Kanada bestätigt Zurückhaltung von Informationen durch UN

Wien (OTS) - "Die Republik Österreich ist es den Angehörigen von Major Lang und seinen Kameraden schuldig die Umstände, welche zu seinem Tod geführt haben, restlos aufzuklären", so heute der freiheitliche NAbg. Dr. Reinhard Bösch, außenpolitischer Sprecher der FPÖ.

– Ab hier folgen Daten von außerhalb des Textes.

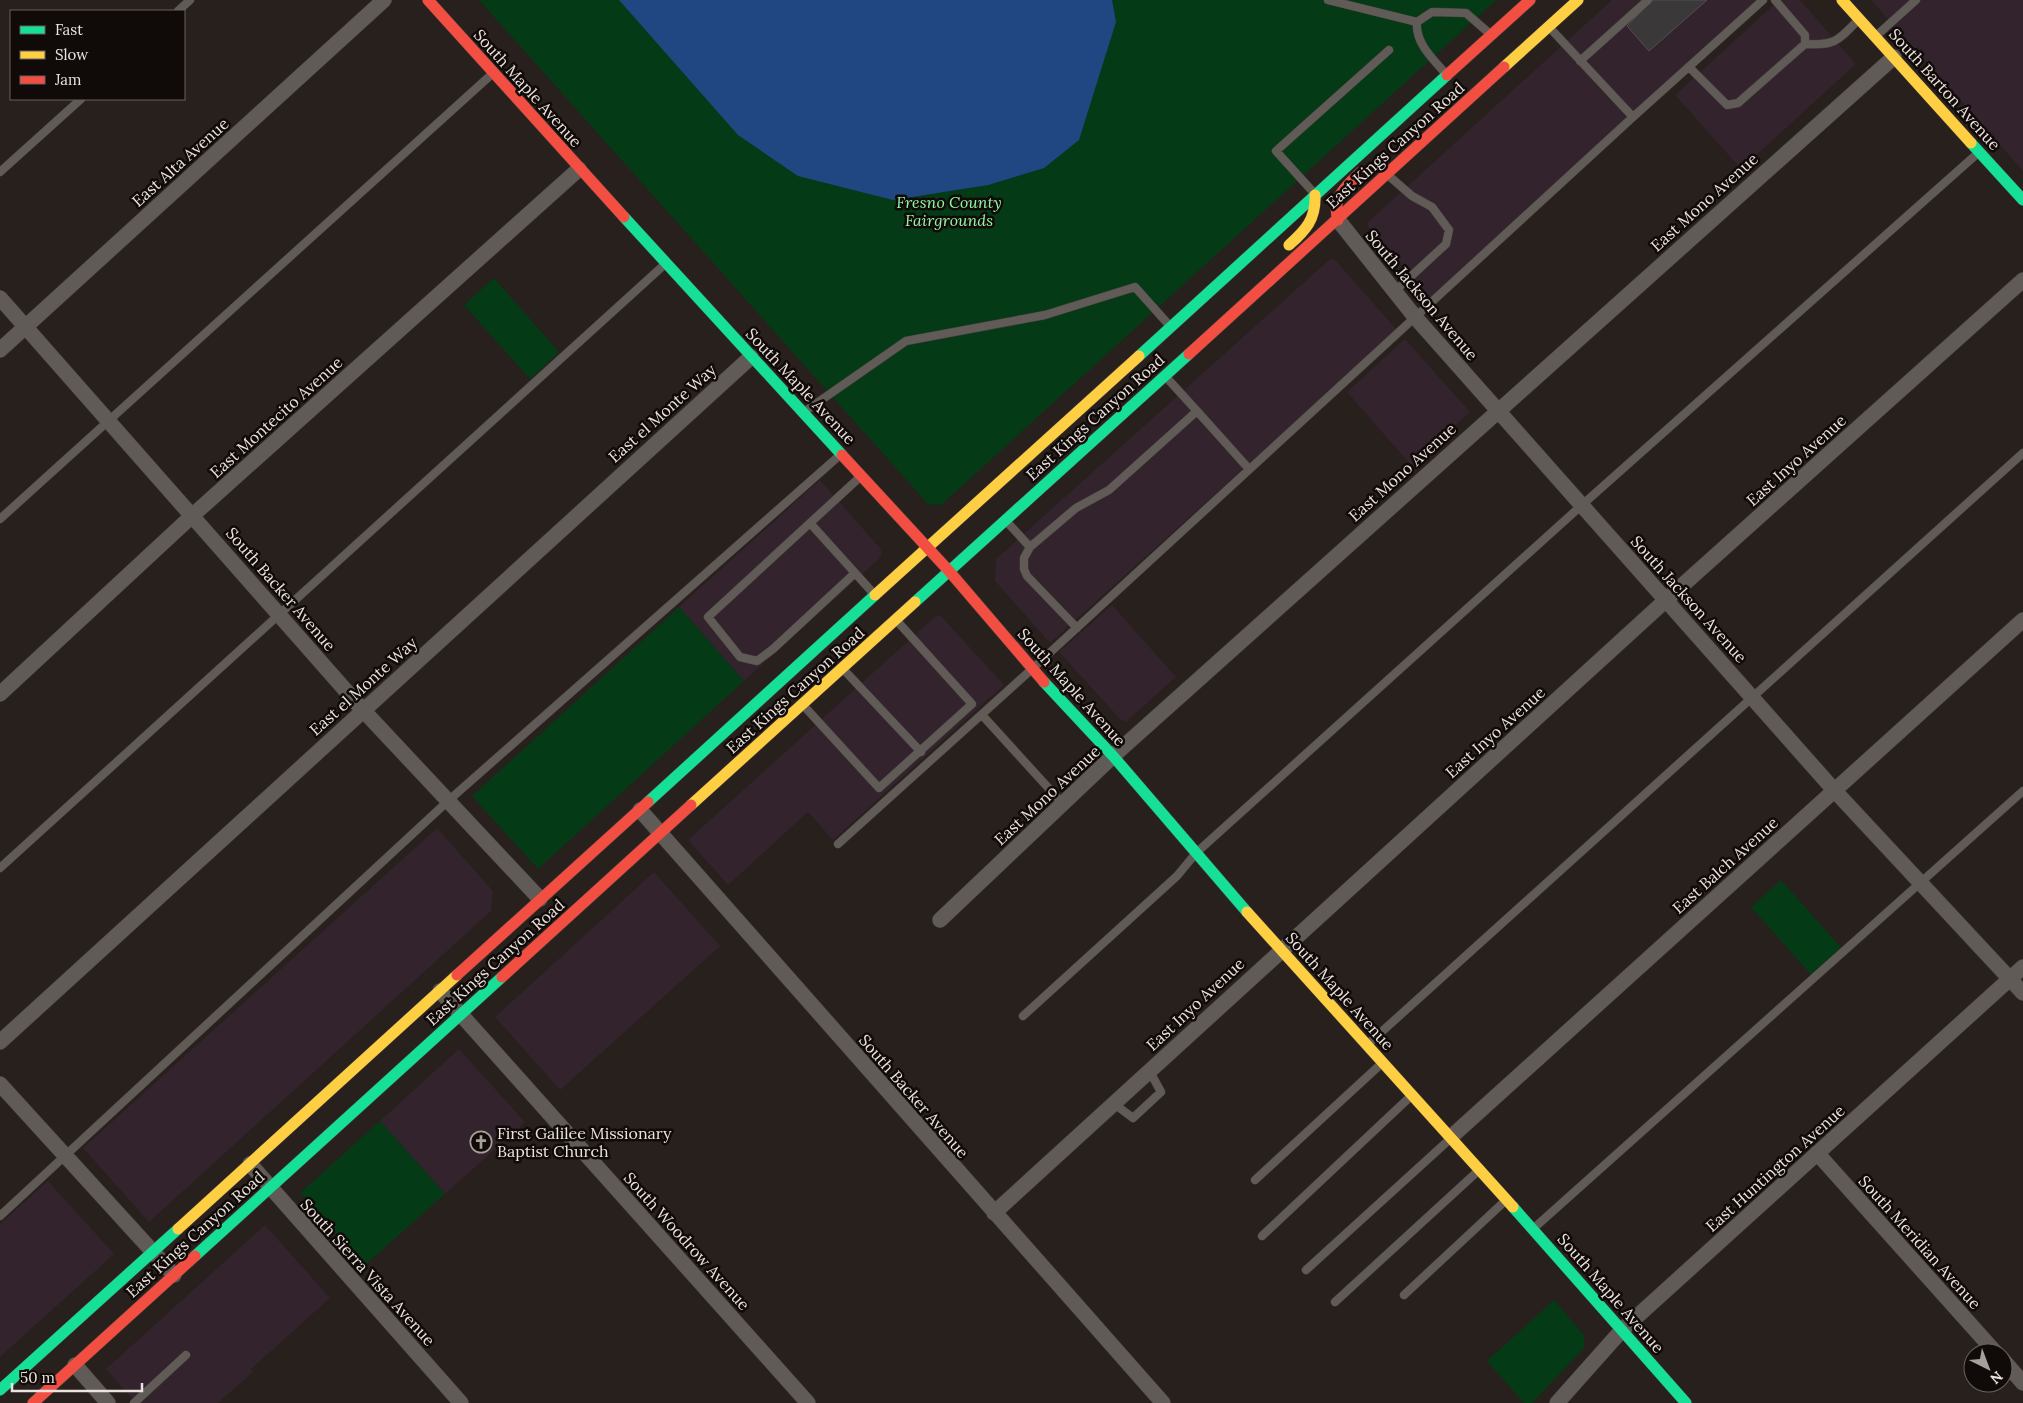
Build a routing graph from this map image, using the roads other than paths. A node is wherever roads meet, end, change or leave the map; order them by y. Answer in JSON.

Bösch erklärt, dass eine kanadische Untersuchungskommission den Einsatz einer präzisionsgelenkten 500 Kilogramm Fliegerbombe durch die israelische Luftwaffe bestätigt habe. "Ebenso wird das in der Anfragebeantwortung 2590/AB bestätigt - was die FPÖ bereits vermutet hat. Somit ist ein irrtümlicher Angriff, der das Leben von vier Militärbeobachtern gefordert hat, höchst unwahrscheinlich."

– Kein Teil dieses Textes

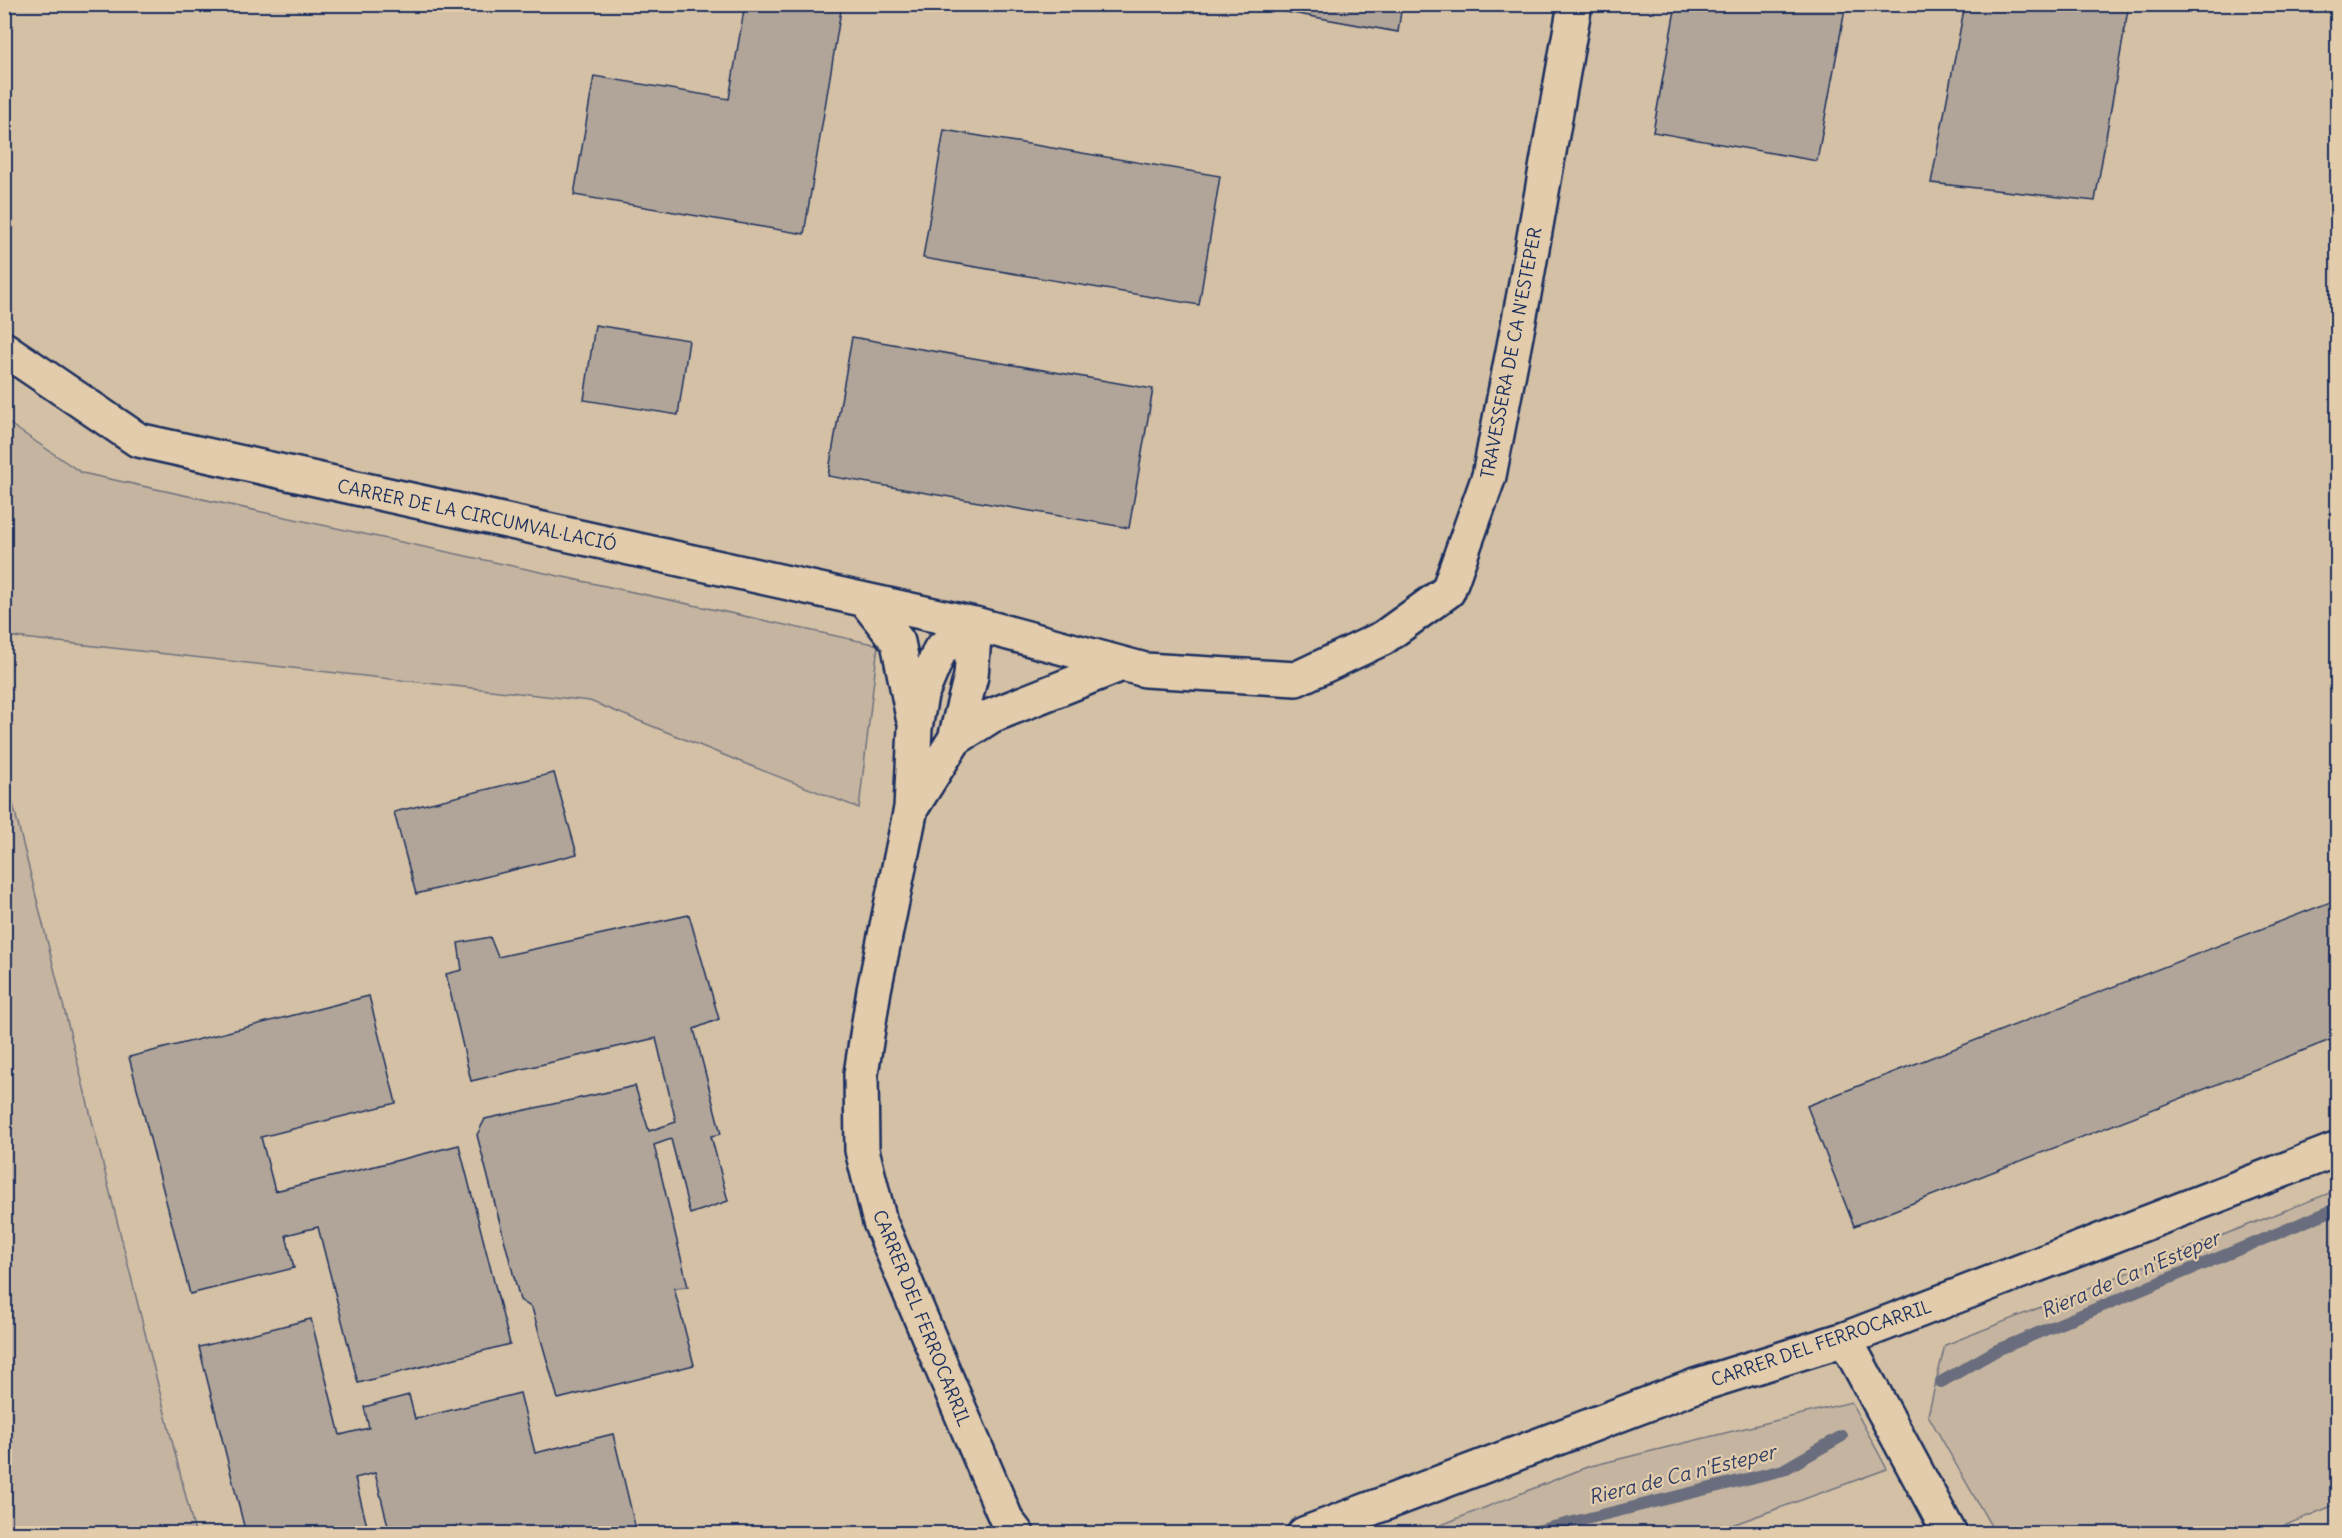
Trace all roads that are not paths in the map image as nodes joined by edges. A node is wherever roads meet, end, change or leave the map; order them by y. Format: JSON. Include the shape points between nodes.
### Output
{"nodes":[{"id":1,"x":1575,"y":4,"type":"edge"},
{"id":2,"x":4,"y":349,"type":"edge"},
{"id":3,"x":865,"y":600,"type":"junction"},
{"id":4,"x":975,"y":624,"type":"junction"},
{"id":5,"x":1122,"y":664,"type":"junction"},
{"id":6,"x":915,"y":728,"type":"junction"},
{"id":7,"x":956,"y":739,"type":"junction"},
{"id":8,"x":911,"y":808,"type":"junction"},
{"id":9,"x":2337,"y":1149,"type":"edge"},
{"id":10,"x":1845,"y":1339,"type":"junction"},
{"id":11,"x":1017,"y":1533,"type":"edge"},
{"id":12,"x":1304,"y":1533,"type":"edge"},
{"id":13,"x":1950,"y":1533,"type":"edge"}],
"edges":[{"from":1,"to":5,"type":"street","name":"TRAVESSERA DE CA N'ESTEPER","via":[[1489,476],[1448,591],[1383,638],[1296,679],[1145,670]]},
{"from":2,"to":3,"type":"street","name":"CARRER DE LA CIRCUMVAL·LACIÓ","via":[[138,440]]},
{"from":3,"to":4,"type":"street","name":"CARRER DE LA CIRCUMVAL·LACIÓ"},
{"from":3,"to":6,"type":"street","name":"CARRER DEL FERROCARRIL","via":[[898,642]]},
{"from":4,"to":5,"type":"street","name":"TRAVESSERA DE CA N'ESTEPER"},
{"from":4,"to":6,"type":"street","name":"CARRER DEL FERROCARRIL","via":[[940,650],[921,695]]},
{"from":4,"to":7,"type":"street","name":"CARRER DEL FERROCARRIL","via":[[971,676]]},
{"from":5,"to":7,"type":"street","name":"CARRER DEL FERROCARRIL","via":[[991,716]]},
{"from":6,"to":8,"type":"street","name":"CARRER DEL FERROCARRIL"},
{"from":7,"to":8,"type":"street","name":"CARRER DEL FERROCARRIL"},
{"from":8,"to":11,"type":"street","name":"CARRER DEL FERROCARRIL","via":[[861,1074],[862,1150],[880,1222],[1006,1521]]},
{"from":9,"to":10,"type":"street","name":"CARRER DEL FERROCARRIL"},
{"from":10,"to":12,"type":"street","name":"CARRER DEL FERROCARRIL","via":[[1695,1386]]},
{"from":10,"to":13,"type":"street"}]}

"Die kanadischen Untersuchungsergebnisse belegen auch das Vorenthalten von Informationen, sowohl durch die Vereinten Nationen, als auch durch Israel. Dies bestätigt unsere Verdachtsmomente, dass auch die Vereinten Nationen nicht alles unternommen haben, um das Leben der vier Beobachter zu retten oder sogar Mitschuld an ihren Tod tragen", so Bösch abschließend. Die FPÖ fordert die restlose Aufklärung, nötigenfalls auch durch einen Untersuchungsausschuss.